Le collectif Hawaf, qui participe à l’exposition parisienne « Ce que la Palestine apporte au monde », dessine les contours d’un musée virtuel à Gaza.

Expositions, jusqu’au 31 décembre 2023.

Par Roxana Azimi

« Paix pour Gaza, paix paix paix ! » Cette supplique, accompagnant une vidéo prise lors d’un atelier récréatif organisé pour les enfants, à l’hôpital Al-Ahli, constitue les derniers mots de l’artiste palestinien Mohamed Sami Qraiqa, 24 ans, publiés le 17 octobre sur Instagram, avant sa mort sous les bombardements. Avec treize autres plasticiens, le jeune homme avait participé à l’Atelier du nuage, un grand panorama réalisé à l’initiative du collectif Hawaf (« marges », en arabe), visible jusqu’au 31 décembre dans l’exposition « Ce que la Palestine apporte au monde », à l’Institut du monde arabe (IMA), à Paris.

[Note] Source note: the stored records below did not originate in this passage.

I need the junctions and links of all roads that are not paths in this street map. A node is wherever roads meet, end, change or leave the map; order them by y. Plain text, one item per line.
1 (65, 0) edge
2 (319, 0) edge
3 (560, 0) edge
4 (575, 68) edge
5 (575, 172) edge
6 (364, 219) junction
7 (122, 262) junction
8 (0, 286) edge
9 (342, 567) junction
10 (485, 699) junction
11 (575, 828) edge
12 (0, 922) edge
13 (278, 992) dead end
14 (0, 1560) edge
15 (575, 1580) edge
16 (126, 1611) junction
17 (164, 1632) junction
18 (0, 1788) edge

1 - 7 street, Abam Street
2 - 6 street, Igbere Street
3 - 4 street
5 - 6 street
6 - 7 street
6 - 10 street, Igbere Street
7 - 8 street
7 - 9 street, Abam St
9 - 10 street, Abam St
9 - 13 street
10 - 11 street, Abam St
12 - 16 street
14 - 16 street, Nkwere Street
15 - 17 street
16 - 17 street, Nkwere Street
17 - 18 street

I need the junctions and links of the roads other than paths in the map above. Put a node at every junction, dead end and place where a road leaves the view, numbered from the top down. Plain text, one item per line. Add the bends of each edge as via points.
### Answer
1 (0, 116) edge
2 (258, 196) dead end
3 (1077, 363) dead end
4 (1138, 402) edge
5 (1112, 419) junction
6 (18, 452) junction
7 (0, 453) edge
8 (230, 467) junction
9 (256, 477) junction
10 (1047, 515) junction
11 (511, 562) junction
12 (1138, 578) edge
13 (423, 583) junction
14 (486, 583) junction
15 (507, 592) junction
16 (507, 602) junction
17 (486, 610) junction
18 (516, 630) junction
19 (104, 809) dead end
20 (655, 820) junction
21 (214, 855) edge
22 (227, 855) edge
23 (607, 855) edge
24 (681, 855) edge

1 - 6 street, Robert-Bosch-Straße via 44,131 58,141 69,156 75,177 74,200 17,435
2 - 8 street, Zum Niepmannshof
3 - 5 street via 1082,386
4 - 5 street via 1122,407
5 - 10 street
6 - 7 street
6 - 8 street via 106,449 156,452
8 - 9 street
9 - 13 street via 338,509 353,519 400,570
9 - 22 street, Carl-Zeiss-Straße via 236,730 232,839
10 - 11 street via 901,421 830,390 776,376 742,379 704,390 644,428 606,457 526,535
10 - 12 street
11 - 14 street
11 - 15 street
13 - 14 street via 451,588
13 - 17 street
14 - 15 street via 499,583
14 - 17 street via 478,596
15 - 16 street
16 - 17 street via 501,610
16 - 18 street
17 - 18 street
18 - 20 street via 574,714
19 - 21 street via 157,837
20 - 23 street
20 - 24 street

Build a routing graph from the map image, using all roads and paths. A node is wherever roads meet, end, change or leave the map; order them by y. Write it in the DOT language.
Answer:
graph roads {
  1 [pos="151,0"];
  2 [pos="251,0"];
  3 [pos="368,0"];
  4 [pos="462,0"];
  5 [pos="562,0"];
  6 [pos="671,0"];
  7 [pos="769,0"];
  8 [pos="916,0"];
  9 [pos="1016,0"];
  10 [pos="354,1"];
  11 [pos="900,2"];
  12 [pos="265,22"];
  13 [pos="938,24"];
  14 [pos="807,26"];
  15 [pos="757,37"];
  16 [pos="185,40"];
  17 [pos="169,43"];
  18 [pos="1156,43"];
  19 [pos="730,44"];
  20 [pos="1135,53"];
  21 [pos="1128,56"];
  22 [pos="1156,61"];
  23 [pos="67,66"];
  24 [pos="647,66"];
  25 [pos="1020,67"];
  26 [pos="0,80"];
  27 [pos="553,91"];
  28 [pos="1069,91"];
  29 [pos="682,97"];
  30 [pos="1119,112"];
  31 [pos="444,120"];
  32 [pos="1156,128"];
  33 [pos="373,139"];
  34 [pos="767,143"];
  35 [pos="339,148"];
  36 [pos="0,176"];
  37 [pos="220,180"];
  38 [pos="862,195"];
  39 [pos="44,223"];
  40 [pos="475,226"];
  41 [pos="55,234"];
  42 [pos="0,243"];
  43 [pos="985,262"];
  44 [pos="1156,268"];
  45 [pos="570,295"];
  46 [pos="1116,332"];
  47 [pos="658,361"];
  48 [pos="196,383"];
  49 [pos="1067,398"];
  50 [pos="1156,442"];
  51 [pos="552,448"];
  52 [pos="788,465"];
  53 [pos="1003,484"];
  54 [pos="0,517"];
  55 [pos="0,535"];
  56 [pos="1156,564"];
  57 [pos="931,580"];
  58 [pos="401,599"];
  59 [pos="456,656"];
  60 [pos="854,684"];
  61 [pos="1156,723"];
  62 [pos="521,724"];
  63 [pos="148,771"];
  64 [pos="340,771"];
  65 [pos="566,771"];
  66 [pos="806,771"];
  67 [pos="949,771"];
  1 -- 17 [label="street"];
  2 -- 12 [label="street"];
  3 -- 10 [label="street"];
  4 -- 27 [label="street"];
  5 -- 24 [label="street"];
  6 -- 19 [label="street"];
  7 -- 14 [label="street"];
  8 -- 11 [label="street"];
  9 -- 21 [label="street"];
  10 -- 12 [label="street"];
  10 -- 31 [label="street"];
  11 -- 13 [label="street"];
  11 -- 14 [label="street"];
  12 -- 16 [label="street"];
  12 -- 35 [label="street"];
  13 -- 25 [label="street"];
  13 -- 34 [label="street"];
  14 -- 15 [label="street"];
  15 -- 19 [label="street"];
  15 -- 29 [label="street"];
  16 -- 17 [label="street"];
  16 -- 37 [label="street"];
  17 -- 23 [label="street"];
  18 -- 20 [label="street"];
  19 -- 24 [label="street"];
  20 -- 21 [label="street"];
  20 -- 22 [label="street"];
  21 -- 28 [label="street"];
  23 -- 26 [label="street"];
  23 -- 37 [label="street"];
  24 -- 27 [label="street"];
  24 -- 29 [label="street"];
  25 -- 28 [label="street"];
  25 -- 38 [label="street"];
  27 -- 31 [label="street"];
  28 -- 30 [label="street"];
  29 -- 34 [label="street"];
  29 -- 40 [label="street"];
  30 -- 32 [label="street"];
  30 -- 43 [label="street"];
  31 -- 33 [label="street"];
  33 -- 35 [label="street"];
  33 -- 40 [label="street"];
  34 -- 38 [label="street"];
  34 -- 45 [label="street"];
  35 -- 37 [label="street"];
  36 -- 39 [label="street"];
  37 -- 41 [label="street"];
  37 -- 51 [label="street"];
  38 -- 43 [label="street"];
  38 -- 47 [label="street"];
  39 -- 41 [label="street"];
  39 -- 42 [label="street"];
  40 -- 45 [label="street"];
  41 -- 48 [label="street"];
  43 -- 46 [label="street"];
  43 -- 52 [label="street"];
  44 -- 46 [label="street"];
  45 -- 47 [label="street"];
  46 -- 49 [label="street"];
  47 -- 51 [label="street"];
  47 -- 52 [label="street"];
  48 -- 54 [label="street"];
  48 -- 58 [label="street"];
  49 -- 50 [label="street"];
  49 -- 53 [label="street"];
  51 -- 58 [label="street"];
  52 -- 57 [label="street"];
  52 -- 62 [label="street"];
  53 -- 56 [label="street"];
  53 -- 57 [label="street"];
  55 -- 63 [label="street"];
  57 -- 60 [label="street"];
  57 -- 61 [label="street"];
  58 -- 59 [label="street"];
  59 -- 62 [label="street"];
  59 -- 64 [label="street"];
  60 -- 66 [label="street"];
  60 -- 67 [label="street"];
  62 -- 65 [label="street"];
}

La toile, cousue à Gaza, représente un grand nuage bleuté, traversé d’une volée de marches que parcourent sans entraves des hommes et des femmes. « Le nuage, c’est une image réconfortante quand on est enfant, on rêve de s’y blottir et de s’y endormir. C’est aussi le cloud, où l’on conserve les données numériques », explique Salman Nawati, cofondateur du collectif qui a vu le jour à Gaza, à l’initiative de trois artistes et d’une architecte.

Tout commence en 2021, lorsque le plasticien franco-algérien Mohamed Bourouissa décide de monter un projet avec des artistes de l’enclave palestinienne. De ses discussions zoom avec Salman Nawati, l’artiste Mohamed Abusal et l’architecte Sondos Al-Nakhala, émerge l’utopie d’un musée, virtuel dans un premier temps, pour protéger le patrimoine archéologique, historique et artistique de cette langue de terre sous embargo. « On ne peut pas avoir de musée physique, à Gaza, ce serait impossible à protéger dans un contexte de siège, où surgissent des conflits au minimum tous les deux ans », raconte Salman Nawati, qui imagine alors la formule de Sahab (« nuage »).

Toile collective

Le projet mûrit au fil des réunions sur Zoom avant de prendre forme lors d’une résidence de deux membres de Hawaf à la Cité des arts, à Paris. Un soir, autour d’un maqloubeh – un plat palestinien typique, composé de riz, de viande et de légumes –, les artistes du collectif et ceux de la diaspora palestinienne échangent leurs visions sur les contours de ce « musée des nuages ». « On veut montrer l’humanité des gens de Gaza, réduire l’isolement de l’enclave et combler le fossé qui la sépare du reste du monde », explicite Marion Slitine, une chercheuse française, membre du collectif qui regroupe désormais une vingtaine d’artistes.

Au printemps dernier, Hawaf réunit une quinzaine de jeunes plasticiens gazaouis à la galerie Eltiqa, l’un des deux seuls lieux d’art de la ville. À chaque participant de l’Atelier du nuage, il a été demandé de sélectionner une œuvre ou un objet de leur quotidien et de les donner au Musée Sahab, qui les a dès lors numérisés. Ces derniers ainsi scannés se dissimulent dans la trame du tableau visible à l’IMA, selon un dispositif de réalité augmentée.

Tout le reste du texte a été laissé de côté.